Miserere Mei (Salmo 51)
A mim a psicologia barrosista (dos agapantos, como lhes chamo) fascina-me deveras e é fonte de estudo. Cada encontro, como o da última favada, é mesmo delicioso. Isso permitiu-me extrair algumas conclusões psicanalíticas, que algum dia passarei a escrito.
O salmo Miserere Mei é posto em causa assim tão leviana e desnecessariamente, não se vendo nele uma linha de conduta para a vida nem a muita luz existencialista que dele emana, fruto de um coração sincero e profundo. Enfim, sofre-se inutilmente, porque não se reconciliando consigo próprio, não se pode atingir aquela paz interior que apazigua o coração e o encaminha. E eu fico triste; não gosto de ver sofrer ninguém assim tão inutilmente, e tudo apenas por não se reconhecer que a nossa alma é pecadora, limitada e imperfeita, com muitas aderências descartáveis, mas ao mesmo tempo capaz de aspirar a mais, evoluir e aperfeiçoar-se, eliminar teias psicológicas, em suma: de crescer. Mas enfim… Creio que há hereges que realmente gostam de o ser. Só que ser-se herege para sempre não é bom, faz-nos masoquistas e solipsistas. O caminho da catarse e da resiliência é superior.
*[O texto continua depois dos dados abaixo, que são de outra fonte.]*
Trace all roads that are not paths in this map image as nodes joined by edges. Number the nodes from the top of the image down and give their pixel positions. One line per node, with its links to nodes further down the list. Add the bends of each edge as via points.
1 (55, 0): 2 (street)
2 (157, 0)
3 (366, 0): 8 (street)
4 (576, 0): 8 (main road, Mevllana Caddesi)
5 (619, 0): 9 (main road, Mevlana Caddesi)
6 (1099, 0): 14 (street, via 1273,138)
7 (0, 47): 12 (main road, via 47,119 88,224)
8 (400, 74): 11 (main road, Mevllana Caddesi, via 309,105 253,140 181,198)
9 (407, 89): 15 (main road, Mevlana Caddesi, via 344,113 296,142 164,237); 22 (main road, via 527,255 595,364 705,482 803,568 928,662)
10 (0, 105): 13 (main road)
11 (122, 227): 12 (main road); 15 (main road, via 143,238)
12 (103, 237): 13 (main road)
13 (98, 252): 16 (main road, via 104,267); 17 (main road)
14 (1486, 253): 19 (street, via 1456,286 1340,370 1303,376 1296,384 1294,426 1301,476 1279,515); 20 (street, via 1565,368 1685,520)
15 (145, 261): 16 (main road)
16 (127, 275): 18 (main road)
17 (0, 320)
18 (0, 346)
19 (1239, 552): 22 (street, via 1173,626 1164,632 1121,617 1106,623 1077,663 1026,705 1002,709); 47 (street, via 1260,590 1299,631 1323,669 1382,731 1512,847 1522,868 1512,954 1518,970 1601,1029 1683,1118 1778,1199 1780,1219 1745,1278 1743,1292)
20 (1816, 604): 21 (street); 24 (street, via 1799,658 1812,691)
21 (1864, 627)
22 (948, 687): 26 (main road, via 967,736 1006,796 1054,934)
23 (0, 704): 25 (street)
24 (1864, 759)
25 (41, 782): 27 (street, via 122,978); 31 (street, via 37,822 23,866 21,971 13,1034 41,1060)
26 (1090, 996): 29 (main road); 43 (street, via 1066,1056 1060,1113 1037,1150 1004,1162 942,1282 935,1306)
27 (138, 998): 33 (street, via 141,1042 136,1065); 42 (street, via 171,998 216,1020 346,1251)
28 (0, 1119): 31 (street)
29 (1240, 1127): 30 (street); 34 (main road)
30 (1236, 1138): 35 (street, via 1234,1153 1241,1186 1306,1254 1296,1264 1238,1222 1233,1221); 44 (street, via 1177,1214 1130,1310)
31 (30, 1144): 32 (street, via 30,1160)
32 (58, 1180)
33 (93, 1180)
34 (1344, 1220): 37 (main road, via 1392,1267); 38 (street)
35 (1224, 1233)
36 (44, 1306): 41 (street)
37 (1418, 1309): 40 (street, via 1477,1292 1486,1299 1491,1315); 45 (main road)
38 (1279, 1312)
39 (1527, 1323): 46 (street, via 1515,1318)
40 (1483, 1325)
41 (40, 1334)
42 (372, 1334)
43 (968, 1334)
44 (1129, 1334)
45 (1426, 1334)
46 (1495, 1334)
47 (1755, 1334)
Sempre pensei que há heresias altamente pedagógicas e que vêm a revelar-se caminho para a libertação e evolução pessoal da consciência. Nisso meditei muito tempo. Porque, claro, eu assim pensava. Mas era eu. E ao mesmo tempo dizia cá para mim: “E Deus… o que pensará disto? Será que pensa o mesmo que eu?” E andava neste dilema até que um dia, apiedado de mim, o meu anjo me deu uma resposta desconcertante. Disse: “Deus não pensa nem raciocina. Apanha flores nos jardins da mente. E canta docemente: Eu sei que você tem um jeito quase único de Amar e de Crer. Eu sei.” E imitava-O. A canção tinha um sotaque abrasileirado, mas a melodia era tão doce, tão inominável e amoruda, como que me trespassou. Não se resiste, coisas que não mais se esquecem… E concluí: Heresias contra Deus não têm importância nenhuma. Mas as que atingem o homem (como a heresia em questão), essas sim, são malignas e não devem ser por nós aceites. Quero, por isso, deixar um pequeno contributo, para a compreensão do salmo em questão, e faço-o numa versão poética para que assim mais eficazmente possa chegar aonde deva chegar. Falta-lhe aquele ritmo salmódico tão próprio de um Inocêncio I, ou de um Gregório (de cujo nome derivou o nosso canto), mas não vá o sapateiro além da chinela. Eles eram Santos, de grande virtude e muita inspiração divina. E, apesar de Santos, foram homens de vasto saber e que muito têm a ensinar ao mundo de hoje. Daqui claramente se infere, meus caros, que a santidade está ao nosso alcance. É que Deus abate os poderosos e arrogantes e exalta os humildes. Mãos à obra, pois. A vitória será nossa! (desculpem-me tanto entusiasmo! Será do Euro?). É o que a todos desejo.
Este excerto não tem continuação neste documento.